▸ **Task goal**
Copy out, from the entries below, each line that holds the string "荔红四街".

BEGIN Input for this task

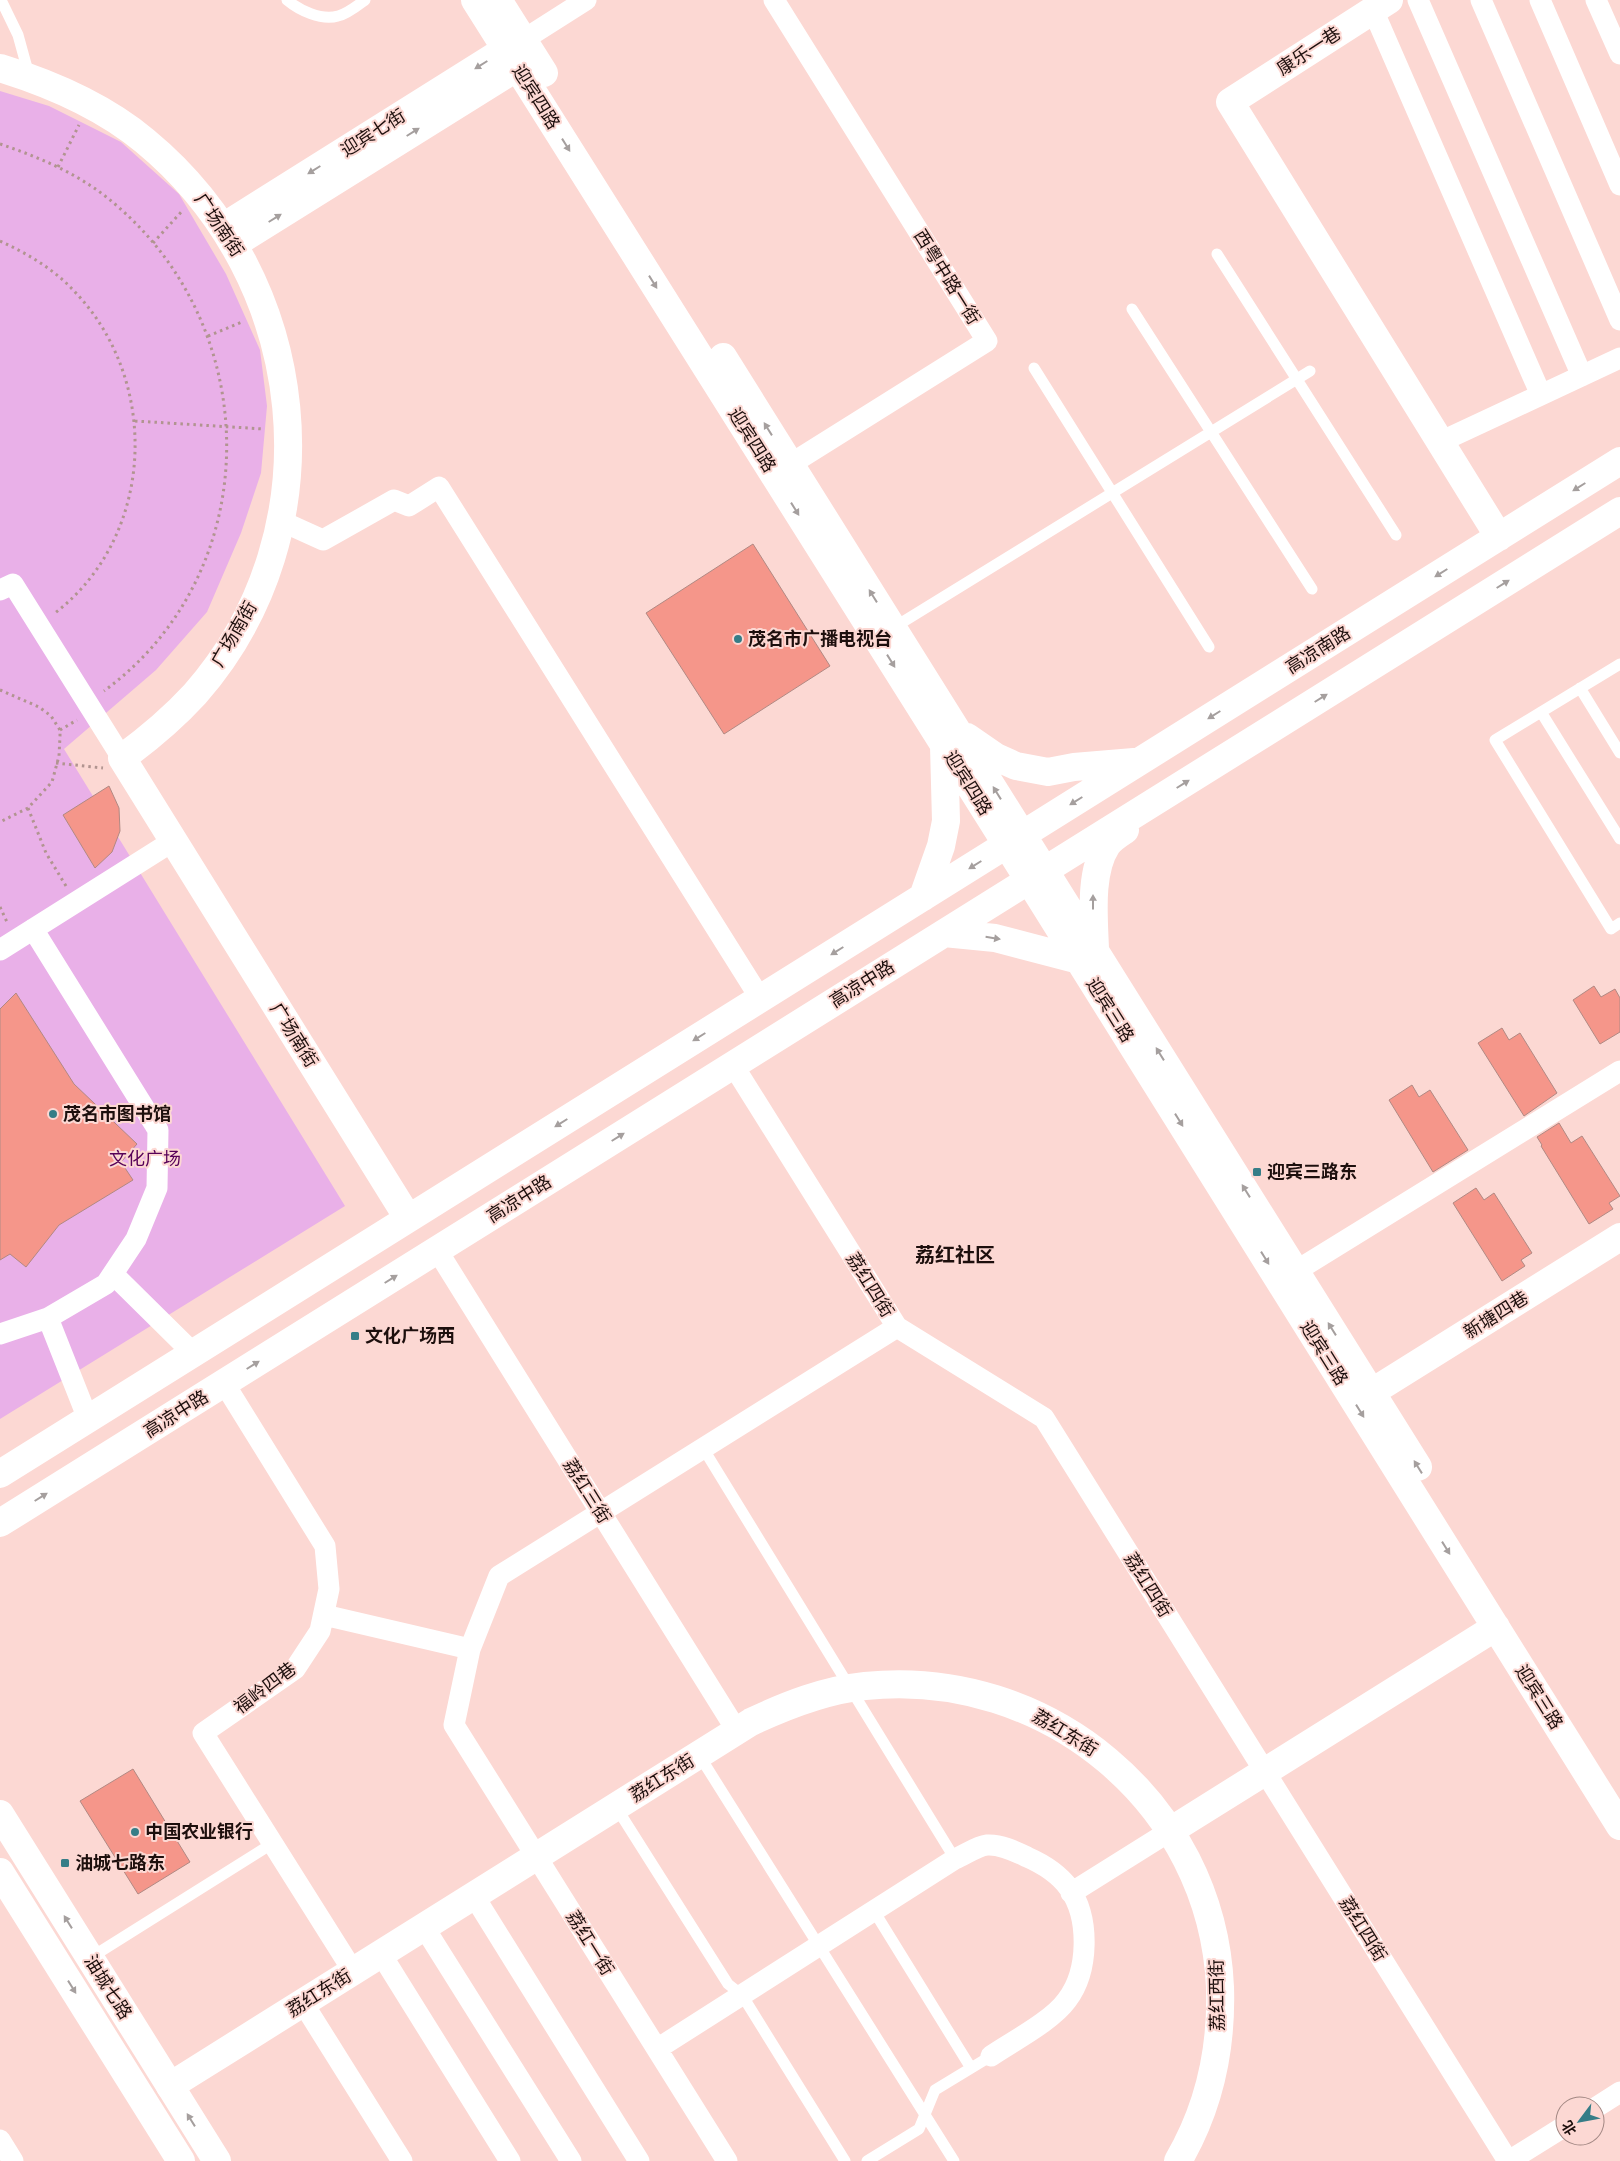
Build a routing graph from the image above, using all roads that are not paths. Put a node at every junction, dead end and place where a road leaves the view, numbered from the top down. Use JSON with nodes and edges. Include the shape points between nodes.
{"nodes":[{"id":1,"x":2,"y":0,"type":"edge"},
{"id":2,"x":287,"y":0,"type":"edge"},
{"id":3,"x":365,"y":0,"type":"edge"},
{"id":4,"x":475,"y":0,"type":"edge"},
{"id":5,"x":498,"y":0,"type":"edge"},
{"id":6,"x":586,"y":0,"type":"edge"},
{"id":7,"x":774,"y":0,"type":"edge"},
{"id":8,"x":1418,"y":0,"type":"edge"},
{"id":9,"x":1481,"y":0,"type":"edge"},
{"id":10,"x":1540,"y":0,"type":"edge"},
{"id":11,"x":1596,"y":0,"type":"edge"},
{"id":12,"x":1381,"y":5,"type":"edge"},
{"id":13,"x":520,"y":53,"type":"junction"},
{"id":14,"x":1620,"y":54,"type":"edge"},
{"id":15,"x":0,"y":68,"type":"edge"},
{"id":16,"x":30,"y":77,"type":"junction"},
{"id":17,"x":1620,"y":185,"type":"edge"},
{"id":18,"x":228,"y":235,"type":"junction"},
{"id":19,"x":1217,"y":254,"type":"dead end"},
{"id":20,"x":1132,"y":310,"type":"dead end"},
{"id":21,"x":1620,"y":320,"type":"edge"},
{"id":22,"x":1620,"y":358,"type":"edge"},
{"id":23,"x":1034,"y":368,"type":"dead end"},
{"id":24,"x":1310,"y":371,"type":"dead end"},
{"id":25,"x":1582,"y":376,"type":"junction"},
{"id":26,"x":1297,"y":379,"type":"junction"},
{"id":27,"x":1541,"y":395,"type":"junction"},
{"id":28,"x":1211,"y":432,"type":"junction"},
{"id":29,"x":1440,"y":442,"type":"junction"},
{"id":30,"x":1620,"y":461,"type":"edge"},
{"id":31,"x":782,"y":469,"type":"junction"},
{"id":32,"x":1114,"y":493,"type":"junction"},
{"id":33,"x":1619,"y":513,"type":"edge"},
{"id":34,"x":281,"y":521,"type":"junction"},
{"id":35,"x":1396,"y":535,"type":"dead end"},
{"id":36,"x":1499,"y":537,"type":"junction"},
{"id":37,"x":1312,"y":589,"type":"dead end"},
{"id":38,"x":0,"y":590,"type":"edge"},
{"id":39,"x":893,"y":628,"type":"junction"},
{"id":40,"x":1209,"y":647,"type":"dead end"},
{"id":41,"x":1620,"y":664,"type":"edge"},
{"id":42,"x":1580,"y":688,"type":"junction"},
{"id":43,"x":1251,"y":692,"type":"junction"},
{"id":44,"x":1541,"y":712,"type":"junction"},
{"id":45,"x":1273,"y":728,"type":"junction"},
{"id":46,"x":951,"y":738,"type":"junction"},
{"id":47,"x":1620,"y":753,"type":"edge"},
{"id":48,"x":122,"y":758,"type":"junction"},
{"id":49,"x":1138,"y":762,"type":"junction"},
{"id":50,"x":1158,"y":799,"type":"junction"},
{"id":51,"x":1620,"y":839,"type":"edge"},
{"id":52,"x":174,"y":841,"type":"junction"},
{"id":53,"x":1027,"y":856,"type":"junction"},
{"id":54,"x":923,"y":896,"type":"junction"},
{"id":55,"x":1620,"y":923,"type":"edge"},
{"id":56,"x":33,"y":929,"type":"junction"},
{"id":57,"x":944,"y":933,"type":"junction"},
{"id":58,"x":0,"y":950,"type":"edge"},
{"id":59,"x":1087,"y":955,"type":"junction"},
{"id":60,"x":809,"y":968,"type":"junction"},
{"id":61,"x":760,"y":998,"type":"junction"},
{"id":62,"x":832,"y":1004,"type":"junction"},
{"id":63,"x":733,"y":1065,"type":"junction"},
{"id":64,"x":1620,"y":1071,"type":"edge"},
{"id":65,"x":408,"y":1218,"type":"junction"},
{"id":66,"x":1620,"y":1237,"type":"edge"},
{"id":67,"x":437,"y":1250,"type":"junction"},
{"id":68,"x":1296,"y":1271,"type":"junction"},
{"id":69,"x":113,"y":1274,"type":"junction"},
{"id":70,"x":48,"y":1318,"type":"junction"},
{"id":71,"x":896,"y":1327,"type":"junction"},
{"id":72,"x":0,"y":1334,"type":"edge"},
{"id":73,"x":193,"y":1353,"type":"junction"},
{"id":74,"x":224,"y":1383,"type":"junction"},
{"id":75,"x":1372,"y":1392,"type":"junction"},
{"id":76,"x":88,"y":1418,"type":"junction"},
{"id":77,"x":56,"y":1439,"type":"junction"},
{"id":78,"x":703,"y":1448,"type":"junction"},
{"id":79,"x":0,"y":1474,"type":"edge"},
{"id":80,"x":78,"y":1474,"type":"junction"},
{"id":81,"x":600,"y":1512,"type":"junction"},
{"id":82,"x":0,"y":1523,"type":"edge"},
{"id":83,"x":324,"y":1615,"type":"junction"},
{"id":84,"x":1496,"y":1627,"type":"junction"},
{"id":85,"x":470,"y":1649,"type":"junction"},
{"id":86,"x":851,"y":1688,"type":"junction"},
{"id":87,"x":737,"y":1731,"type":"junction"},
{"id":88,"x":699,"y":1755,"type":"junction"},
{"id":89,"x":1265,"y":1772,"type":"junction"},
{"id":90,"x":1620,"y":1791,"type":"edge"},
{"id":91,"x":616,"y":1807,"type":"junction"},
{"id":92,"x":0,"y":1814,"type":"edge"},
{"id":93,"x":1620,"y":1826,"type":"edge"},
{"id":94,"x":1170,"y":1831,"type":"junction"},
{"id":95,"x":273,"y":1843,"type":"junction"},
{"id":96,"x":536,"y":1857,"type":"junction"},
{"id":97,"x":956,"y":1859,"type":"junction"},
{"id":98,"x":0,"y":1872,"type":"edge"},
{"id":99,"x":1071,"y":1893,"type":"junction"},
{"id":100,"x":474,"y":1896,"type":"junction"},
{"id":101,"x":874,"y":1911,"type":"junction"},
{"id":102,"x":424,"y":1927,"type":"junction"},
{"id":103,"x":819,"y":1946,"type":"junction"},
{"id":104,"x":381,"y":1954,"type":"junction"},
{"id":105,"x":90,"y":1958,"type":"junction"},
{"id":106,"x":353,"y":1972,"type":"junction"},
{"id":107,"x":742,"y":1995,"type":"junction"},
{"id":108,"x":303,"y":2003,"type":"junction"},
{"id":109,"x":656,"y":2049,"type":"junction"},
{"id":110,"x":991,"y":2056,"type":"joint"},
{"id":111,"x":971,"y":2068,"type":"junction"},
{"id":112,"x":170,"y":2086,"type":"junction"},
{"id":113,"x":1620,"y":2092,"type":"edge"},
{"id":114,"x":1605,"y":2102,"type":"edge"},
{"id":115,"x":925,"y":2114,"type":"junction"},
{"id":116,"x":1555,"y":2132,"type":"edge"},
{"id":117,"x":0,"y":2140,"type":"edge"},
{"id":118,"x":13,"y":2161,"type":"edge"},
{"id":119,"x":181,"y":2161,"type":"edge"},
{"id":120,"x":217,"y":2161,"type":"edge"},
{"id":121,"x":402,"y":2161,"type":"edge"},
{"id":122,"x":510,"y":2161,"type":"edge"},
{"id":123,"x":571,"y":2161,"type":"edge"},
{"id":124,"x":639,"y":2161,"type":"edge"},
{"id":125,"x":726,"y":2161,"type":"edge"},
{"id":126,"x":845,"y":2161,"type":"edge"},
{"id":127,"x":867,"y":2161,"type":"edge"},
{"id":128,"x":954,"y":2161,"type":"edge"},
{"id":129,"x":1178,"y":2161,"type":"edge"},
{"id":130,"x":1509,"y":2161,"type":"edge"}],
"edges":[{"from":1,"to":16,"type":"lane","via":[[18,35]]},
{"from":2,"to":3,"type":"lane","via":[[296,8],[320,16],[337,16]]},
{"from":4,"to":13,"type":"main road","name":"迎宾四路"},
{"from":5,"to":13,"type":"main road","name":"迎宾四路"},
{"from":6,"to":13,"type":"street"},
{"from":7,"to":31,"type":"street","name":"西粤中路一街","via":[[987,342]]},
{"from":8,"to":25,"type":"street"},
{"from":9,"to":21,"type":"street"},
{"from":10,"to":17,"type":"street"},
{"from":11,"to":14,"type":"street"},
{"from":12,"to":27,"type":"street"},
{"from":12,"to":29,"type":"main road","name":"康乐一巷","via":[[1230,102]]},
{"from":13,"to":18,"type":"main road","name":"迎宾七街"},
{"from":13,"to":31,"type":"main road","name":"迎宾四路"},
{"from":15,"to":16,"type":"main road","name":"广场南街"},
{"from":16,"to":18,"type":"main road","name":"广场南街","via":[[90,104],[144,140],[198,194]]},
{"from":18,"to":34,"type":"main road","name":"广场南街","via":[[247,267],[266,312],[280,359],[288,431]]},
{"from":19,"to":26,"type":"lane"},
{"from":20,"to":28,"type":"lane"},
{"from":22,"to":25,"type":"street"},
{"from":23,"to":32,"type":"lane"},
{"from":24,"to":26,"type":"lane"},
{"from":25,"to":27,"type":"street"},
{"from":26,"to":28,"type":"lane"},
{"from":26,"to":35,"type":"lane"},
{"from":27,"to":29,"type":"street"},
{"from":28,"to":32,"type":"lane"},
{"from":28,"to":37,"type":"lane"},
{"from":29,"to":36,"type":"main road"},
{"from":30,"to":36,"type":"main road","name":"高凉南路","one_way":true},
{"from":39,"to":31,"type":"main road","name":"迎宾四路","one_way":true},
{"from":31,"to":46,"type":"main road","name":"迎宾四路","one_way":true},
{"from":32,"to":39,"type":"lane"},
{"from":32,"to":40,"type":"lane"},
{"from":45,"to":33,"type":"main road","one_way":true},
{"from":34,"to":48,"type":"main road","name":"广场南街","via":[[252,606],[215,668],[172,717]]},
{"from":34,"to":61,"type":"street","via":[[323,540],[394,500],[409,506],[439,487]]},
{"from":36,"to":43,"type":"main road","name":"高凉南路","one_way":true},
{"from":38,"to":48,"type":"street","via":[[13,584]]},
{"from":39,"to":46,"type":"main road","name":"迎宾四路"},
{"from":41,"to":42,"type":"lane"},
{"from":42,"to":44,"type":"lane"},
{"from":42,"to":47,"type":"lane"},
{"from":43,"to":45,"type":"main road"},
{"from":43,"to":49,"type":"main road","name":"高凉南路","one_way":true},
{"from":44,"to":51,"type":"lane"},
{"from":44,"to":55,"type":"lane","via":[[1495,740],[1611,929]]},
{"from":50,"to":45,"type":"main road","one_way":true},
{"from":46,"to":49,"type":"main road","via":[[1016,766],[1048,772]]},
{"from":46,"to":53,"type":"main road","name":"迎宾四路"},
{"from":46,"to":54,"type":"main road","via":[[946,821],[941,846]]},
{"from":48,"to":52,"type":"main road","name":"广场南街"},
{"from":49,"to":53,"type":"main road","name":"高凉南路","one_way":true},
{"from":50,"to":53,"type":"main road"},
{"from":59,"to":50,"type":"main road","one_way":true,"via":[[1093,896],[1107,845]]},
{"from":52,"to":56,"type":"street"},
{"from":52,"to":65,"type":"main road","name":"广场南街"},
{"from":53,"to":54,"type":"main road","one_way":true},
{"from":53,"to":57,"type":"main road","name":"高凉中路"},
{"from":53,"to":59,"type":"main road","name":"迎宾三路"},
{"from":54,"to":60,"type":"main road","one_way":true},
{"from":56,"to":58,"type":"street"},
{"from":56,"to":69,"type":"street","via":[[158,1130],[157,1188],[136,1239]]},
{"from":57,"to":59,"type":"main road","one_way":true,"via":[[995,938]]},
{"from":57,"to":62,"type":"main road","name":"高凉中路"},
{"from":68,"to":59,"type":"main road","name":"迎宾三路","one_way":true},
{"from":59,"to":84,"type":"main road","name":"迎宾三路","one_way":true},
{"from":60,"to":61,"type":"main road"},
{"from":60,"to":62,"type":"main road"},
{"from":61,"to":65,"type":"main road","one_way":true},
{"from":62,"to":63,"type":"main road","name":"高凉中路"},
{"from":67,"to":63,"type":"main road","name":"高凉中路","one_way":true},
{"from":63,"to":71,"type":"street","name":"荔红四街"},
{"from":64,"to":68,"type":"street"},
{"from":65,"to":73,"type":"main road"},
{"from":66,"to":75,"type":"main road","name":"新塘四巷"},
{"from":74,"to":67,"type":"main road","name":"高凉中路","one_way":true},
{"from":67,"to":81,"type":"street","name":"荔红三街"},
{"from":75,"to":68,"type":"main road","name":"迎宾三路","one_way":true},
{"from":69,"to":70,"type":"street","via":[[106,1284]]},
{"from":69,"to":73,"type":"street"},
{"from":70,"to":72,"type":"street"},
{"from":70,"to":76,"type":"street"},
{"from":71,"to":78,"type":"street"},
{"from":71,"to":89,"type":"street","name":"荔红四街","via":[[1044,1418]]},
{"from":73,"to":76,"type":"main road"},
{"from":74,"to":80,"type":"main road","name":"高凉中路"},
{"from":74,"to":83,"type":"street","name":"福岭四巷","via":[[325,1546],[329,1588]]},
{"from":90,"to":75,"type":"main road","name":"迎宾三路","one_way":true},
{"from":76,"to":77,"type":"main road"},
{"from":77,"to":79,"type":"main road"},
{"from":77,"to":80,"type":"main road"},
{"from":78,"to":81,"type":"street"},
{"from":78,"to":86,"type":"lane"},
{"from":82,"to":80,"type":"main road","name":"高凉中路","one_way":true},
{"from":81,"to":85,"type":"street","via":[[499,1576]]},
{"from":81,"to":87,"type":"street","name":"荔红三街"},
{"from":83,"to":85,"type":"street"},
{"from":83,"to":95,"type":"street","name":"福岭四巷","via":[[320,1631],[295,1669],[203,1733]]},
{"from":84,"to":89,"type":"main road"},
{"from":84,"to":93,"type":"main road","name":"迎宾三路"},
{"from":85,"to":96,"type":"street","name":"荔红一街","via":[[454,1725]]},
{"from":86,"to":87,"type":"main road","name":"荔红东街","via":[[778,1709]]},
{"from":86,"to":94,"type":"main road","name":"荔红东街","via":[[893,1684],[952,1688],[1010,1703],[1037,1714],[1112,1763],[1146,1799]]},
{"from":86,"to":97,"type":"lane"},
{"from":87,"to":88,"type":"main road","name":"荔红东街"},
{"from":88,"to":91,"type":"main road","name":"荔红东街"},
{"from":88,"to":103,"type":"lane"},
{"from":89,"to":94,"type":"main road"},
{"from":89,"to":130,"type":"street","name":"荔红四街"},
{"from":91,"to":96,"type":"main road","name":"荔红东街"},
{"from":91,"to":107,"type":"lane","via":[[728,1984]]},
{"from":105,"to":92,"type":"main road","name":"油城七路","one_way":true},
{"from":94,"to":99,"type":"street"},
{"from":94,"to":129,"type":"main road","name":"荔红西街","via":[[1207,1913],[1216,1950],[1220,2003],[1218,2040],[1208,2092]]},
{"from":95,"to":105,"type":"lane"},
{"from":95,"to":106,"type":"street","name":"福岭四巷"},
{"from":96,"to":100,"type":"main road","name":"荔红东街"},
{"from":96,"to":109,"type":"street","name":"荔红一街"},
{"from":97,"to":99,"type":"street","via":[[985,1845],[999,1846],[1047,1867]]},
{"from":97,"to":101,"type":"street"},
{"from":98,"to":119,"type":"main road","name":"油城七路","one_way":true},
{"from":99,"to":110,"type":"street","via":[[1084,1932],[1083,1964],[1078,1982],[1053,2014]]},
{"from":100,"to":102,"type":"main road","name":"荔红东街"},
{"from":100,"to":124,"type":"street"},
{"from":101,"to":103,"type":"street"},
{"from":101,"to":111,"type":"lane"},
{"from":102,"to":104,"type":"main road","name":"荔红东街"},
{"from":102,"to":123,"type":"street"},
{"from":103,"to":107,"type":"street"},
{"from":103,"to":115,"type":"lane"},
{"from":104,"to":106,"type":"main road","name":"荔红东街"},
{"from":104,"to":122,"type":"street"},
{"from":105,"to":112,"type":"main road","name":"油城七路"},
{"from":106,"to":108,"type":"main road","name":"荔红东街"},
{"from":107,"to":109,"type":"street"},
{"from":107,"to":126,"type":"lane"},
{"from":108,"to":112,"type":"main road","name":"荔红东街"},
{"from":108,"to":121,"type":"street"},
{"from":109,"to":125,"type":"street","name":"荔红一街"},
{"from":110,"to":111,"type":"lane"},
{"from":111,"to":115,"type":"lane","via":[[935,2090]]},
{"from":120,"to":112,"type":"main road","name":"油城七路","one_way":true},
{"from":113,"to":114,"type":"street"},
{"from":115,"to":127,"type":"lane","via":[[919,2129]]},
{"from":115,"to":128,"type":"lane"},
{"from":116,"to":130,"type":"street"},
{"from":117,"to":118,"type":"street"}]}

END Input for this task

▸ **Answer for this exercise**
{"from":63,"to":71,"type":"street","name":"荔红四街"},
{"from":71,"to":89,"type":"street","name":"荔红四街","via":[[1044,1418]]},
{"from":89,"to":130,"type":"street","name":"荔红四街"},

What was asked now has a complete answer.